PESCARA - Alla fine il Cal ce l’ha fatta a mettere in fila le proposte di riforma delle Province ed a prendere una decisione, a votare insomma. Come da pronostico, ha vinto la linea della leadership regionale del Pd: otto voti alla proposta di accorpamento delle Province di L’Aquila e Teramo da un lato e Chieti e Pescara dall’altro. Si è fermata a cinque voti la speranza di Di Giuseppantonio e Di Primio di salvare la Provincia di Chieti, con L’Aquila ugualmente da sola e Pescara accorpata a Teramo: con loro hanno votato i sindaci del Chietino presenti, tranne quello di Francavilla, che ha votato per l’opzione poi risultata vincente. Solo due voti per la megaProvincia Pescara-Chieti-Teramo ipotizzata dal Pdl pescarese, ugualmente due voti per il tentativo disperato dei teramani di salvare la loro Provincia abbinando Chieti a Pescara. Appena un voto, quella del promotore Monticelli, per l’idea meravigliosa di fare dell’Abruzzo una sola, unica Provincia. A questo elenco va aggiunta la presa di posizione della Provincia di Teramo e del suo presidente Catarra: non partecipazione al voto e intenzione dichiarata di presentare ricorsi dovunque sarà possibile per fermare il piano tagliaProvince del Governo. Il presidente del Cal e della Provincia dell’Aquila, Del Corvo, ha invece deciso per l’astensione.
Ora la proposta risultata vincente in questo caos approderà in Consiglio regionale. Lì si discuterà ancora un po’, ma per il 23 ottobre la proposta abruzzese dovrà essere consegnata al Governo. C’è da credere che non ci saranno grosse sorprese: sul tavolo di Monti, o chi per lui, finirà la coppia L’Aquila-Teramo e Pescara-Chieti.
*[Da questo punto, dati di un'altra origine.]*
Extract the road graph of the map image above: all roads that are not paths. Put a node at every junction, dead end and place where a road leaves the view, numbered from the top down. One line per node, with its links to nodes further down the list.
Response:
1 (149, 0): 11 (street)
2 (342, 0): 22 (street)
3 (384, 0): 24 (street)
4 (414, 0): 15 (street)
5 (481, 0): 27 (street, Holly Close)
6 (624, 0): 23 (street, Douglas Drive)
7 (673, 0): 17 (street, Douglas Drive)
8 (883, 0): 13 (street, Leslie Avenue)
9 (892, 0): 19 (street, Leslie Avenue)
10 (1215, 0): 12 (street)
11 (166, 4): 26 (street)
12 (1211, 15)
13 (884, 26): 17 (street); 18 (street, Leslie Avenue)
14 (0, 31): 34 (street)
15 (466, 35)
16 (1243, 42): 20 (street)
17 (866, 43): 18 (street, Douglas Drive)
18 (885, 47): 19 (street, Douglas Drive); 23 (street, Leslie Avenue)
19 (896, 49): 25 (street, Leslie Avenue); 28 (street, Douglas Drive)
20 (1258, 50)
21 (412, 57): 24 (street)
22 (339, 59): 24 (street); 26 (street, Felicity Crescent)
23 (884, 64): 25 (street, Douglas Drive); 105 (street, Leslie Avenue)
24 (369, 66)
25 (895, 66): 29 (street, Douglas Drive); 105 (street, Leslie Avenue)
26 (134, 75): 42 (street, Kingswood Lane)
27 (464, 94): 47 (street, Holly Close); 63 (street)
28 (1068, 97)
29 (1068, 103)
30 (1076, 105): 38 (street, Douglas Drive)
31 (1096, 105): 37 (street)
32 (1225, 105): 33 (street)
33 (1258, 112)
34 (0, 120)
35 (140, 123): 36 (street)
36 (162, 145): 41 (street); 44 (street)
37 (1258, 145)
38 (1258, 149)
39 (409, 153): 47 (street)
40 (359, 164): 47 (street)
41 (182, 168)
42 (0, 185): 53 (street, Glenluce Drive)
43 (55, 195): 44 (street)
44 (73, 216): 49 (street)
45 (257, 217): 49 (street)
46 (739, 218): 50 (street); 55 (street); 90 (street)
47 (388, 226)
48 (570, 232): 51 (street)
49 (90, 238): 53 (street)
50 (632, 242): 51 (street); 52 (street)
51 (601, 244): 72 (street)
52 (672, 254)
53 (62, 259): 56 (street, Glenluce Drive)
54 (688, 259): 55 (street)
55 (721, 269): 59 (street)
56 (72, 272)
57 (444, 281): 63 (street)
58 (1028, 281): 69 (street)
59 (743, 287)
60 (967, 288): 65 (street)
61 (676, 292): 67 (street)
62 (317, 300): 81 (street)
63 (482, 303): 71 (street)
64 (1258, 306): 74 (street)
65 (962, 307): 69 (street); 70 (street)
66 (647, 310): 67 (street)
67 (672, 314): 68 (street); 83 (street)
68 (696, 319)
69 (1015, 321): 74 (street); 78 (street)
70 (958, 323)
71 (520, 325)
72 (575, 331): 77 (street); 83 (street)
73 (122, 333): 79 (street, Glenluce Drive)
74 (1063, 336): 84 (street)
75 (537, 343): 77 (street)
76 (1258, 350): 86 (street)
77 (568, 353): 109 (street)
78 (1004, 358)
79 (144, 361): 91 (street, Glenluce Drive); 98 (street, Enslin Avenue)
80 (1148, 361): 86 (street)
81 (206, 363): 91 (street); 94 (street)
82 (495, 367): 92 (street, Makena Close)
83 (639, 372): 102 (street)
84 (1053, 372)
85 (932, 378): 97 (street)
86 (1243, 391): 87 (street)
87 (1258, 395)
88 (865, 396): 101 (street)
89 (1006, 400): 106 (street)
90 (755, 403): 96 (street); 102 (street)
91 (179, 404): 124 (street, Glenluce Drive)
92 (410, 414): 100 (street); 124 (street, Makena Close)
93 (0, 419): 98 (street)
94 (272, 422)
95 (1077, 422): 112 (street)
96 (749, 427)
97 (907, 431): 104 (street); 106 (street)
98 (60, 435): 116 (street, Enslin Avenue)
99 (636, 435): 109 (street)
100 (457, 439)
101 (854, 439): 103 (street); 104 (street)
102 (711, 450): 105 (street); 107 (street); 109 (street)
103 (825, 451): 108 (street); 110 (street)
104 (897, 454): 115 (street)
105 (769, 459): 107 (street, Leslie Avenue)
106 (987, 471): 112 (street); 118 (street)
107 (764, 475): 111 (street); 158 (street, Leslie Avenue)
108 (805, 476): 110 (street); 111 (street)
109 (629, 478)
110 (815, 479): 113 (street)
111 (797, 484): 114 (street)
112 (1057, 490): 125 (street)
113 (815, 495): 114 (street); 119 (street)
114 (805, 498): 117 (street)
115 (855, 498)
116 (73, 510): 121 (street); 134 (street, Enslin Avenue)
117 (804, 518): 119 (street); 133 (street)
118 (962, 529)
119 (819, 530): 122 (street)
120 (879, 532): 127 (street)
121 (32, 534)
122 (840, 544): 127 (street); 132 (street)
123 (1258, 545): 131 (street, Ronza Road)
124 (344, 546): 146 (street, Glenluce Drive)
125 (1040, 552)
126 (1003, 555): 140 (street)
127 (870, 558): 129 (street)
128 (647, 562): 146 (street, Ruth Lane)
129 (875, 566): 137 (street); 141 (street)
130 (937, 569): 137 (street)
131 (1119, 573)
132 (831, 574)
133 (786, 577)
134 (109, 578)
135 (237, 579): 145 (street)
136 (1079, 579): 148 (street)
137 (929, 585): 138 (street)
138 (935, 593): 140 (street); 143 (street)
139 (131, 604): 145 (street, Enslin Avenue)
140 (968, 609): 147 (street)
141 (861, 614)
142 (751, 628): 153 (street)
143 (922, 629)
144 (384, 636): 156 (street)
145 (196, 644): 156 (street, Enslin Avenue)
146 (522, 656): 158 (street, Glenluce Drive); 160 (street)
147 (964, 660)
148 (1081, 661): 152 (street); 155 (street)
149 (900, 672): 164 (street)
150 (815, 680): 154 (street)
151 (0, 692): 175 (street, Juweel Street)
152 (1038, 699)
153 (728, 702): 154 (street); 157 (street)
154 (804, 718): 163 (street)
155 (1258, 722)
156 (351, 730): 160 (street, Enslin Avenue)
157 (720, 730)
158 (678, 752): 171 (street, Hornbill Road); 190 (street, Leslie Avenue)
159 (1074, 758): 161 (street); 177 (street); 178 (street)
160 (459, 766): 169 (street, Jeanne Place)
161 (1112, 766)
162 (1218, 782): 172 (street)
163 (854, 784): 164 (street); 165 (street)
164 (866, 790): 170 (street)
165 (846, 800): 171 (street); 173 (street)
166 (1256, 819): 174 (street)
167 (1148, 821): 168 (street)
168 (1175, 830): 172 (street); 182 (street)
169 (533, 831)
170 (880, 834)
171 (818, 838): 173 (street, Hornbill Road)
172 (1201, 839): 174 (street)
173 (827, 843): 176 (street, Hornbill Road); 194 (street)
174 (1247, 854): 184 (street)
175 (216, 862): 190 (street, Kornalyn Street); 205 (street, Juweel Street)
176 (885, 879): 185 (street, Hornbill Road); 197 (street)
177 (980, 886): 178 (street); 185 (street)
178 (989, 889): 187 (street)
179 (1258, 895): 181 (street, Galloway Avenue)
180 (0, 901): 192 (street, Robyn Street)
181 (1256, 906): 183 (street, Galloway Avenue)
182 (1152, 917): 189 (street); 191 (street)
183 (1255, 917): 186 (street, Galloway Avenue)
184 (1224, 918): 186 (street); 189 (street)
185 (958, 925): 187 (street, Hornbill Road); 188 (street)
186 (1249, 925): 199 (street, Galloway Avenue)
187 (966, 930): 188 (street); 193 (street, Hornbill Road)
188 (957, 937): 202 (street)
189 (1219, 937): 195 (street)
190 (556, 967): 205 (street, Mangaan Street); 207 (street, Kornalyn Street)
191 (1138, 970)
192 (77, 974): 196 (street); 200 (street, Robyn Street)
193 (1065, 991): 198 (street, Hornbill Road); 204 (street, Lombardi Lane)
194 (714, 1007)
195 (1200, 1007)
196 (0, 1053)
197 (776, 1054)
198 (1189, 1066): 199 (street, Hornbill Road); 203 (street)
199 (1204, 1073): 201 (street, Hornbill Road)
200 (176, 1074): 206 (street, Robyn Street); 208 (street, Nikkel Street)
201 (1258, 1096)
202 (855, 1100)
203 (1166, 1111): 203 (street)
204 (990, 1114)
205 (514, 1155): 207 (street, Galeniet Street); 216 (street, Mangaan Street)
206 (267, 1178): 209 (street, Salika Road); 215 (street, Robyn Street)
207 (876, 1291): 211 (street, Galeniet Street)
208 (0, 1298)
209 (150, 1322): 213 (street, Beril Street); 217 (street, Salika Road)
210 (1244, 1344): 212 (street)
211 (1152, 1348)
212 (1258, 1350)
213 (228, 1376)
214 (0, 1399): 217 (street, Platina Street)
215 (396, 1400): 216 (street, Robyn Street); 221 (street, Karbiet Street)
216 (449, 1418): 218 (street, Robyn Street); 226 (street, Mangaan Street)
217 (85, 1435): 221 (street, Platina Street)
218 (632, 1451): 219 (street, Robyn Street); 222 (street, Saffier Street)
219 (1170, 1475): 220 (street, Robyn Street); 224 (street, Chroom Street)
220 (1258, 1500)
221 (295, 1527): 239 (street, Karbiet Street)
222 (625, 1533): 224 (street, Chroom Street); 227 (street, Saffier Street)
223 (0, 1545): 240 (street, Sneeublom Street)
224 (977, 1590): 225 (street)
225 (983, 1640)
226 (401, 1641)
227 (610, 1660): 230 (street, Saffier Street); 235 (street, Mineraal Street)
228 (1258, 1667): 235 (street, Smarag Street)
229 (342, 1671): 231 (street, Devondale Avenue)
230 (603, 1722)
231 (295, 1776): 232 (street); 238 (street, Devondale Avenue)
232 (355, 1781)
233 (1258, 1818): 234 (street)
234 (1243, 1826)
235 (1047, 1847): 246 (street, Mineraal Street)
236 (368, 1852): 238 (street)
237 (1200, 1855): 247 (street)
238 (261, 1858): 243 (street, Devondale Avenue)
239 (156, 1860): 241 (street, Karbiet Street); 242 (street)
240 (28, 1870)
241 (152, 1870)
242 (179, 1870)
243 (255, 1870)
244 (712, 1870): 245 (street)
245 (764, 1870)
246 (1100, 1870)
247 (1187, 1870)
Insomma, il primo passo è stato fatto. L’aria che si respirava nella sala consiliare del Comune di Pescara, dove il Cal si è riunito, poteva essere quella delle grandi occasioni e invece no: si percepiva, nell’inedita afa di fine settembre, solo la delusione dei chietini e dei teramani, consci di aver perso la partita. Del resto i limiti imposti dal Governo erano rigidi: meno Province possibili e titolarità al capoluogo di regione e alla città più popolosa. Dunque, fatta salva L’Aquila, chi prendeva in carico Pescara pescava l’asso pigliatutto: hai voglia a inventarsi storie, per tenersi la titolarità della Provincia bisognava scaricare altrove Pescara, ma Pescara con qualcuno doveva pur abbinarsi, vista che l’idea di Città metropolitana era fuori dalla realtà delle cose.
E allora, in questi mesi seguiti al diktat tagliaProvince del Governo, si è assistito al lungo show di politici che cercavano in tutti i modi di allontanare da loro l’amaro calice, di non passare alla storia come quelli che non riuscirono a difendere il loro territorio, che furono costretti ad ammainare la bandiera dell’autonomia provinciale. Ci hanno provato, combattendo anche contro logica, ma il sentiero da percorrere per cambiare la storia era troppo stretto.
Ora Teramo proverà a spuntare la titolarità della nuova Provincia visto che L’Aquila è già capoluogo di Regione e Chieti cercherà di fare altrettanto scalzando l’asso pigliatutto Pescara. Tentativi di difficile successo. Più utile sarà, piuttosto, cercare di non perdere tutti gli uffici dividendoli equamente sul corpo dei territori di nuova definizione.